Daniel Divito: Rico Tipo
Si alguien es piola o canchero, es por su capacidad para ocultar sus verdaderas intenciones (que no le resultaría prudente confesar). Una demostración de viveza podía ser aprovecharse de la credulidad de una mujer, prometerle matrimonio y obtener un adelanto, “una prueba de amor” (en lo posible sin preservativo) para olvidarse a continuación su existencia, sobre todo si ella tenía la mala idea de quedar embarazada. ¡Por favor! ¿Acaso había alguna prueba de que el responsable no fuera otro? Una mujer tan carente de moral como ella, capaz de ceder ante cualquiera, no era nadie de fiar.
De Natalio Botana, fundador del diario Crítica, el novelista Leopoldo Marechal narra en Adán Buenosayres que contaba  los fósforos contenidos en las cajas de cinco centavos de la marca Rancherita, hasta comprobar que a veces faltaba alguno (no eran los 45 anunciados por el envase, sino 44). Apoyándose en esa constatación, amenazó a la empresa con publicar un titular que diría: “¡Un fósforo robado al consumidor!”. Los fabricantes habrían preferido pagar el silencio, con tal de no desprestigiarse.
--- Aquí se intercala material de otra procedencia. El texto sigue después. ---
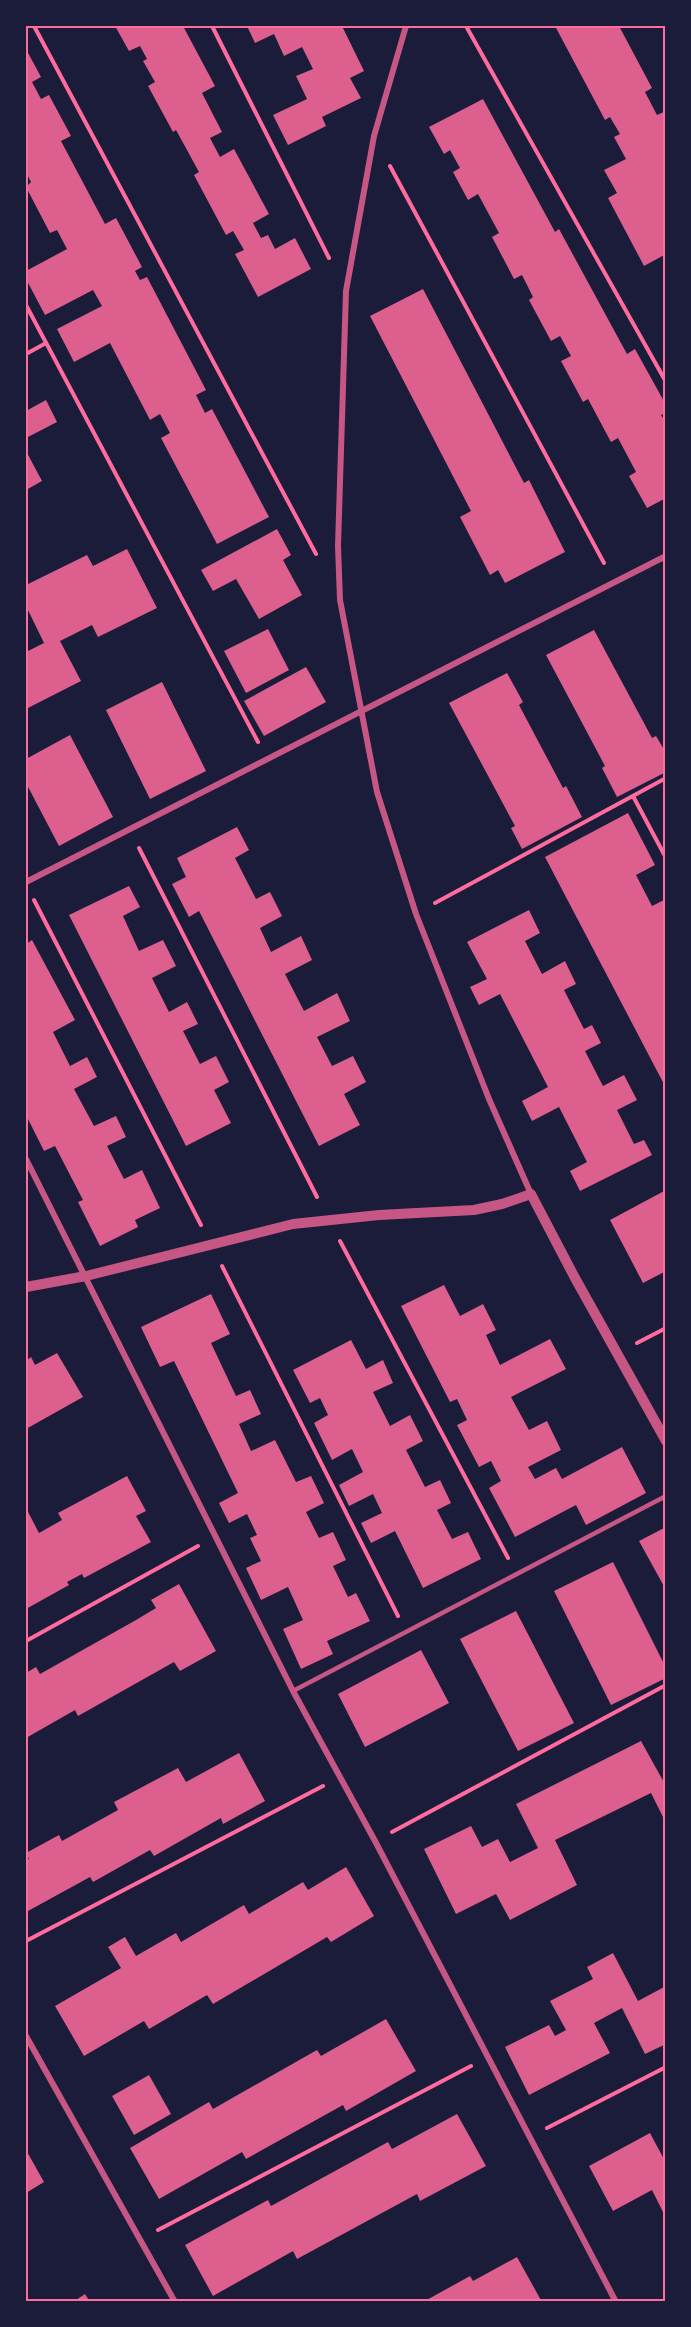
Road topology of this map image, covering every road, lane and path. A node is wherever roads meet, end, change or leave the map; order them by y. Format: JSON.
{"nodes":[{"id":1,"x":34,"y":26,"type":"edge"},
{"id":2,"x":212,"y":26,"type":"edge"},
{"id":3,"x":406,"y":26,"type":"edge"},
{"id":4,"x":466,"y":26,"type":"edge"},
{"id":5,"x":374,"y":136,"type":"junction"},
{"id":6,"x":346,"y":291,"type":"junction"},
{"id":7,"x":26,"y":305,"type":"edge"},
{"id":8,"x":46,"y":343,"type":"junction"},
{"id":9,"x":26,"y":354,"type":"edge"},
{"id":10,"x":666,"y":382,"type":"edge"},
{"id":11,"x":318,"y":558,"type":"dead end"},
{"id":12,"x":666,"y":561,"type":"edge"},
{"id":13,"x":615,"y":582,"type":"junction"},
{"id":14,"x":360,"y":712,"type":"junction"},
{"id":15,"x":267,"y":759,"type":"junction"},
{"id":16,"x":666,"y":778,"type":"edge"},
{"id":17,"x":633,"y":796,"type":"junction"},
{"id":18,"x":129,"y":829,"type":"junction"},
{"id":19,"x":666,"y":858,"type":"edge"},
{"id":20,"x":26,"y":882,"type":"edge"},
{"id":21,"x":31,"y":894,"type":"dead end"},
{"id":22,"x":416,"y":914,"type":"junction"},
{"id":23,"x":26,"y":1159,"type":"edge"},
{"id":24,"x":531,"y":1194,"type":"junction"},
{"id":25,"x":329,"y":1221,"type":"junction"},
{"id":26,"x":212,"y":1246,"type":"junction"},
{"id":27,"x":86,"y":1276,"type":"junction"},
{"id":28,"x":26,"y":1287,"type":"edge"},
{"id":29,"x":666,"y":1328,"type":"edge"},
{"id":30,"x":618,"y":1354,"type":"junction"},
{"id":31,"x":666,"y":1441,"type":"edge"},
{"id":32,"x":666,"y":1496,"type":"edge"},
{"id":33,"x":216,"y":1536,"type":"junction"},
{"id":34,"x":518,"y":1575,"type":"junction"},
{"id":35,"x":406,"y":1632,"type":"junction"},
{"id":36,"x":26,"y":1641,"type":"edge"},
{"id":37,"x":666,"y":1685,"type":"edge"},
{"id":38,"x":293,"y":1691,"type":"junction"},
{"id":39,"x":340,"y":1777,"type":"junction"},
{"id":40,"x":375,"y":1841,"type":"junction"},
{"id":41,"x":26,"y":1941,"type":"edge"},
{"id":42,"x":26,"y":2036,"type":"edge"},
{"id":43,"x":488,"y":2056,"type":"junction"},
{"id":44,"x":666,"y":2067,"type":"edge"},
{"id":45,"x":530,"y":2137,"type":"junction"},
{"id":46,"x":139,"y":2240,"type":"junction"},
{"id":47,"x":175,"y":2301,"type":"edge"},
{"id":48,"x":616,"y":2301,"type":"edge"}],
"edges":[{"from":1,"to":11,"type":"path"},
{"from":2,"to":6,"type":"path"},
{"from":3,"to":5,"type":"street"},
{"from":4,"to":10,"type":"path"},
{"from":5,"to":6,"type":"street"},
{"from":5,"to":13,"type":"path"},
{"from":6,"to":14,"type":"street"},
{"from":7,"to":8,"type":"path"},
{"from":8,"to":9,"type":"path"},
{"from":8,"to":15,"type":"path"},
{"from":12,"to":13,"type":"street"},
{"from":13,"to":14,"type":"street"},
{"from":14,"to":15,"type":"street"},
{"from":14,"to":22,"type":"street"},
{"from":15,"to":18,"type":"street"},
{"from":16,"to":17,"type":"path"},
{"from":17,"to":19,"type":"path"},
{"from":17,"to":22,"type":"path"},
{"from":18,"to":20,"type":"street"},
{"from":18,"to":25,"type":"path"},
{"from":21,"to":26,"type":"path"},
{"from":22,"to":24,"type":"street"},
{"from":23,"to":27,"type":"street"},
{"from":24,"to":25,"type":"street"},
{"from":24,"to":30,"type":"street"},
{"from":25,"to":26,"type":"street"},
{"from":25,"to":34,"type":"path"},
{"from":26,"to":27,"type":"street"},
{"from":26,"to":35,"type":"path"},
{"from":27,"to":28,"type":"street"},
{"from":27,"to":33,"type":"street"},
{"from":29,"to":30,"type":"path"},
{"from":30,"to":31,"type":"street"},
{"from":32,"to":34,"type":"lane"},
{"from":33,"to":36,"type":"path"},
{"from":33,"to":38,"type":"street"},
{"from":34,"to":35,"type":"lane"},
{"from":35,"to":38,"type":"lane"},
{"from":37,"to":40,"type":"path"},
{"from":38,"to":39,"type":"street"},
{"from":39,"to":40,"type":"street"},
{"from":39,"to":41,"type":"path"},
{"from":40,"to":43,"type":"street"},
{"from":42,"to":46,"type":"street"},
{"from":43,"to":45,"type":"street"},
{"from":43,"to":46,"type":"path"},
{"from":44,"to":45,"type":"path"},
{"from":45,"to":48,"type":"street"},
{"from":46,"to":47,"type":"street"}]}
He visto día y noche, su antesala llena de personajes acosados: banqueros, políticos, delincuentes, profesionales, hombres de oblicua mirada que iban, jefe, a pulicarle una discreción venal o un silencio de cuatro cifras. (Leopoldo Marechal: Adán Buenosayres)

Un vivo que derrotaba a otros vivos de mayor calibre, a quienes uno hubiera deseado vencer alguna vez, era admirado por su hazaña, tal como sucedía con Robin Hood o Pedro Urdemales. Junto al Panteón de personajes admirables, que ofrecía la Historia Oficial, estaba el ámbito de los tramposos, que tal vez carecieran de monumentos, pero obtenían la proyección-identificación de la gente común. Atreverse a imitar al vivo y afrontar las consecuencias, era una audacia que no parecía estar al alcance de cualquiera.
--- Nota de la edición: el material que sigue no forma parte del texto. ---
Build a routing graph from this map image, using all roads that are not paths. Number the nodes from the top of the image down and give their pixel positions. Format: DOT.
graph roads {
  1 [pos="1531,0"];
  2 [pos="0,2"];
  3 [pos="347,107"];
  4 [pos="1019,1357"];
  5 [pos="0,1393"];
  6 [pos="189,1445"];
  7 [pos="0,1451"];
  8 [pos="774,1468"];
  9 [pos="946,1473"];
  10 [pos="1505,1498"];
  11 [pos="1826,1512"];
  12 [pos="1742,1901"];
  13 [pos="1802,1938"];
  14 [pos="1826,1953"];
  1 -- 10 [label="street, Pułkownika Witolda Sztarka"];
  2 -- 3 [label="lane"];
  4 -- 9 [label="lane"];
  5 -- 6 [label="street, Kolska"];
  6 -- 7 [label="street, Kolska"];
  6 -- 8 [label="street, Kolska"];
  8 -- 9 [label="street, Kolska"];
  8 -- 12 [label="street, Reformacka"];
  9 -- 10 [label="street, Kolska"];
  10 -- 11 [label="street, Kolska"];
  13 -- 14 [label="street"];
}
Enfrentar al poderoso y derrotarlo, sin importar los recursos que se utilicen para conseguirlo, es el riesgo del avivado. La Ley no se encuentra siempre entre esos recursos, porque la Ley ignora las desventajas que sufren muchos, por lo que el avivado se dedica a estudiarla, no para ajustarse a sus normas, como para burlarla. Muchos abogados entran en esa categoría. Precisamente son los más temibles, porque conocen los vericuetos legales, las excepciones, los atenuantes, y los emplean para defender a sus clientes o para favorecerse a sí mismos.
Aquellos que enfrentan la Ley sin otras herramientas que su ingenio y carencia de escrúpulos, suscitan la genuina admiración de aquellos que se reconocen oprimidos por el orden existente y carecen del coraje de desafiar las normas o la generosidad de asociarse con otras víctimas para cambiar el mundo. Allí donde tantos acatan incluso las situaciones que los perjudican, el avivado se rebela discreta e individualmente, recurre a la trampa que le permite salirse con la suya y no beneficiar a nadie más que sí mismo.